5 Kommentare

  1. Bettina Goldemann

    Das Buch ist klasse und ich wäre gerne zum Vortrag gekommen, aber es ist verdammt weit weg …

    Bieten Sie ihn noch einmal im Rhein-Main-Gebiet an?

    Grüße

    Bettina Goldemann

  2. Isabel Müller

    Woher kommt eigentich Ihr krasser Sinneswandel in Sachen Auslandshunde? Da ich schon lange Ihr Blog verfolge, weiß ich, dass Sie sich noch vor wenigen Jahren hier, als auch in Interviews, äußerst kritisch diesem Thema und dem Import von Tierschutzhunden aus dem Ausland gegenüber geäußert haben. Inzwischen haben Sie selbst welche und schreiben sogar Bücher zu dem Thema – mit ganz anderem Tenor.
    Ich begrüße das, aber wundern tut es mich dennoch. 🙂

    • Liebe Isabell,
      es hat eigentlich kein Sinneswandel stattgefunden. Ich selber hatte ja mein Leben lang „Hunde aus zweiter Hand“. Ich war dem Auslandstierschutz gegenüber immer kritisch (und bin es auch immer noch), wenn es darum geht, bei der Vermittlung vor allem „Quote“ zu machen und die Leute mit Mitleid und Todesdrohungen unter Druck zu setzen, anstatt dafür zu sorgen, dass der Interessent sich a) für den für ihn geeignetsten Hund entscheidet und b) ihn bei auftretenden Problemen auch unterstützt.
      Das Problem ist ja, dass keineswegs jeder z.B. für einen Galgo geeignet ist, oder dass die allermeisten Leute mit Angsthunden nicht klarkommen und die meisten Trainer für Hunde mit Deprivationsstörungen, Defiziten in der Sozialisierung und Ängsten schlicht nicht umgehen können. Ich kenne (immer noch) nicht viele Organisationen, die mit diesen Schwierigkeiten gut umgehen und auch nicht viele, die Tierschutz machen und tatsächlich etwas von Hunden verstehen – die meisten haben ein gutes Herz und keine Ahnung (das ist jetzt ziemlich boshaft formuliert, entspricht aber leider meinen Erfahrungen). Ich habe so, so viele Vorsitzende von Tierschutzorganisationen beraten, mir den unglaublichsten Unsinn anhören müssen, welcher Hund wo hin vermittelt werden sollte/müsste, dass mir ganz schummrig wurde.

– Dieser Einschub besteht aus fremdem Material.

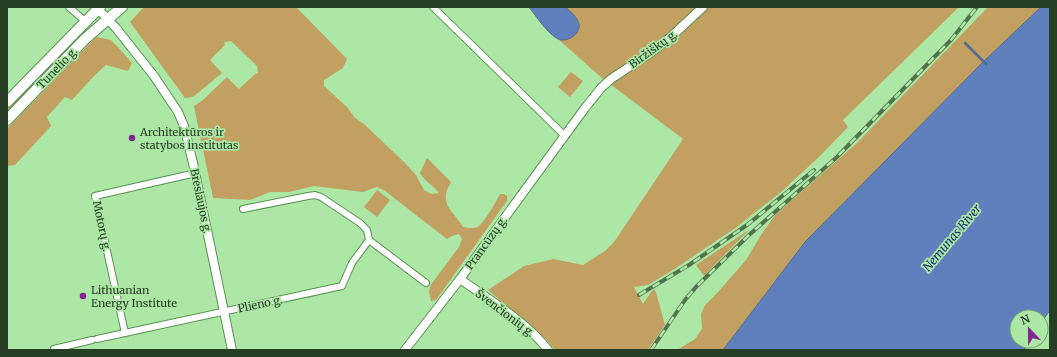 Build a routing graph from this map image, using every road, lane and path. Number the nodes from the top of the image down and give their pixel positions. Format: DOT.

      Deshalb mache ich ja diese Seminare, deshalb habe ich „Die zweite Chance“ geschrieben – weil die Leute mit diesen ganzen Problemen total alleine gelassen werden.
      Die Diskussion, die Sie ansprechen, die vor Jahren in der „Dogs“ erschien, hatte auch damit zu tun, dass viele Leute gar nicht mehr in hiesigen Tierheimen nachschauten, ob da ein Hund für sie dabei sein könnte, sondern gleich online bei spanischen Organisationen nachsahen. Mittlerweile landen kaum noch „normale“ Hunde in Tierheimen, sondern vor allem unvermittelbare Problemfälle. Was wiederum viele Tierheime dazu bringt, Hunde und Welpen aus dem Ausland zu übernehmen – was zu neuen Katastrophen führt (ich betrachte das als eine Art Welpenhandel). Gerade das Düsseldorfer Tierheim macht das immer wieder – mit sehr zweifelhaften Ergebnissen.
      Will heißen: Ich bin immer noch sehr kritisch. Aber die Situation ist ja nun mal da, deshalb versuche ich, die Leute so gut zu unterstützen, wie es irgend geht. Vorhaltungen nützen ja nix, wenn der Hund erst einmal da ist. Ich selber traue mir schwierige Fälle durchaus zu und weiß immer, worauf ich mich einlasse – und habe ja auch aufgrund meiner Art, wie ich lebe, ganz andere Möglichkeiten als viele andere Leute.